Immer wieder zeigte sich, dass Projekte durch fehlende Klarheit an Grenzen gerieten – über Projektauftrag, Rollen, Steuerung und Zusammenarbeit. Genau hier setzte der Bedarf an einer gemeinsamen, verbindlichen Projektkultur und einem einheitlichen Vorgehen an.

Ziele und Absichten

Der ASB Hessen wollte deshalb ein gemeinsames Fundament schaffen – eine klare, konsistente Projektkultur, ein verbindliches Projektmodell und ein Verständnis davon, wie man Projekte im Verbandskontext wirkungsvoll führt und steuert. 

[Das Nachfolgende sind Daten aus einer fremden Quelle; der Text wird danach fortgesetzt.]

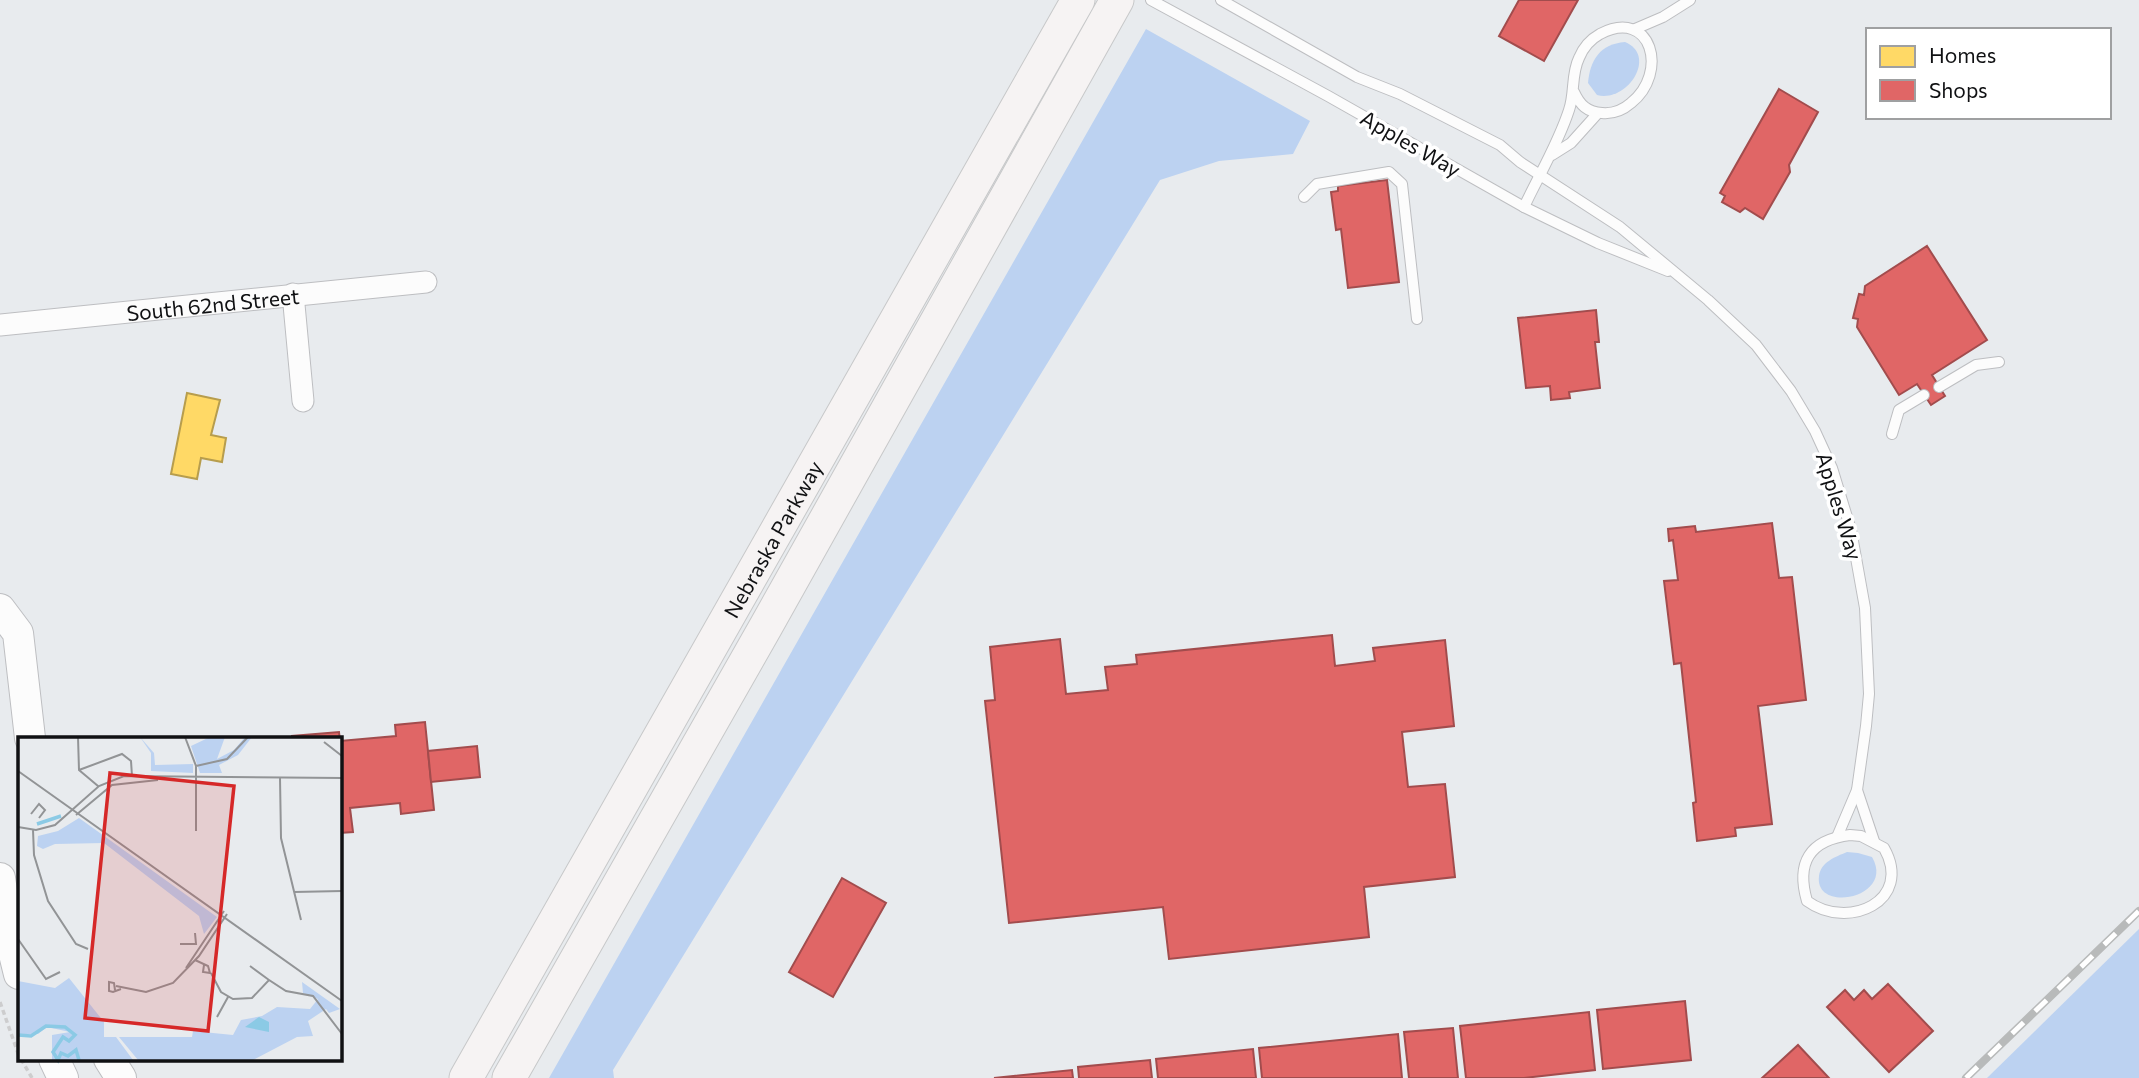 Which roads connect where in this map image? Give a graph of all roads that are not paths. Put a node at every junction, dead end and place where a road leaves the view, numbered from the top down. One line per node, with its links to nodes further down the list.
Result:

Ziel war es, alle relevanten Ebenen – vom Lenkungsausschuss bis zum Projektmitarbeiter – einzubeziehen und eine einheitliche Qualifizierung aufzubauen, die langfristig verankert werden kann.

1. Verbindliche Standards schaffen

Ein klar definiertes Projektmodell, gemeinsame Rollenbilder und eindeutige Abläufe sollten sicherstellen, dass Projekte im gesamten Verband nach den gleichen Prinzipien aufgesetzt, gesteuert und abgeschlossen werden. Dabei sollten klassische und agile Methoden Berücksichtigung finden, um je nach Projektsetting vom jeweils besten “Werkzeugkasten” begleitet zu sein.

2. Führung in Projekten stärken

Lenkungsausschüsse und Projektleitungen sollten befähigt werden, ihre Rolle bewusst auszufüllen – orientierend, entscheidungsstark und konsequent in der Steuerung, auch ohne disziplinarische Macht.

3. Wissen on-demand verfügbar machen

Inhalte und Methoden sollten nicht nur in Trainingsräumen vermittelt werden, sondern dauerhaft abrufbar bleiben – über didaktische Verankerungswerkzeuge wie kompakte QuickCards, digitale Mindtrigger und Formate, die den Praxistransfer unterstützen.

4. Ein Baukasten praktischer Werkzeuge etablieren

Der Verband benötigte leicht anwendbare Tools und Instrumente, die Projektteams sofort nutzen können: von Auftragsklärung und Kick-off-Struktur über Meetingkaskade bis hin zu Delegationslogiken, Retrospektiven und Abschlussformaten.

Ansatz ProjACT

Um die Ziele des ASB Hessen zu erreichen, entwickelten wir in einem repräsentativ zusammengesetzten Entwicklungsteam gemeinsam einen durchgängigen, top-down ausgerichteten Qualifizierungsansatz. Er orientiert sich konsequent am ASB-Projektmodell und verbindet alle relevanten Rollen – vom Lenkungsausschuss bis zu den Projektmitarbeitenden – in einer gemeinsamen Lernlogik. Hierbei ist auch das Branding ProjACT entstanden, welches im Kreis der Teilnehmenden den Ursprung hatte und das ACT im Sinne der wirksamen Projektarbeit als wesentlichen Maßstab betonte.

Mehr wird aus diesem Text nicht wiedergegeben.